• **PROBLEM STATEMENT**
Starting at the top of the entries below, set down each line exactly as written, and stop after the line containing "middle tip: (281, 155)".

[TASK MATERIAL Boundary: Start]

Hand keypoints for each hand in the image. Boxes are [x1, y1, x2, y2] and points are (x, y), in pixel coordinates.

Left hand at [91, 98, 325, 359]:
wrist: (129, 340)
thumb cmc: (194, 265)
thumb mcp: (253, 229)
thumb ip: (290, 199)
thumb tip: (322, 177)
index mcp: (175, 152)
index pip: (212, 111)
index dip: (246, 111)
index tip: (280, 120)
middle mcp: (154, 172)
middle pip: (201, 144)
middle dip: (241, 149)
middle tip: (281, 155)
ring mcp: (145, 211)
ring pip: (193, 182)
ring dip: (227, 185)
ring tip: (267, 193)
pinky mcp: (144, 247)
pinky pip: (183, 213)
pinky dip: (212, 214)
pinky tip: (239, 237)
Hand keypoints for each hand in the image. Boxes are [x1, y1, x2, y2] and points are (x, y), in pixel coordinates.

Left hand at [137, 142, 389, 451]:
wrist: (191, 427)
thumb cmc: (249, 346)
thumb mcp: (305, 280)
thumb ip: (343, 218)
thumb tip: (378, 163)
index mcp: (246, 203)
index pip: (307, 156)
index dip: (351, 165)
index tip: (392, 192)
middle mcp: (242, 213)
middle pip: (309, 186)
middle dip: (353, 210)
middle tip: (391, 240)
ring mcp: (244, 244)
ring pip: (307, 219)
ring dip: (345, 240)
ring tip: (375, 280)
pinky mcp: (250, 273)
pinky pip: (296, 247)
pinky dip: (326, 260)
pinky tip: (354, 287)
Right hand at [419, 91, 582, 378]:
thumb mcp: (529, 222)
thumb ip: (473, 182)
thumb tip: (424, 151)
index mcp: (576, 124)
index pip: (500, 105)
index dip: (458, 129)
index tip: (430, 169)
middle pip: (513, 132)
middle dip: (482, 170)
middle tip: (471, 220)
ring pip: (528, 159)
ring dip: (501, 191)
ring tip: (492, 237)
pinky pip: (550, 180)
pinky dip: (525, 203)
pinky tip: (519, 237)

[TASK MATERIAL Boundary: End]

• **ANSWER TO THE EXERCISE**
Hand keypoints for each hand in the image. Boxes are [x1, y1, x2, y2] and points are (x, y), in pixel coordinates.

Left hand at [91, 98, 325, 359]:
wrist: (129, 340)
thumb cmc: (194, 265)
thumb mcp: (253, 229)
thumb ip: (290, 199)
thumb tip: (322, 177)
index mcp: (175, 152)
index pip: (212, 111)
index dip: (246, 111)
index tip: (280, 120)
middle mcp: (154, 172)
middle pip: (201, 144)
middle dip: (241, 149)
middle tip: (281, 155)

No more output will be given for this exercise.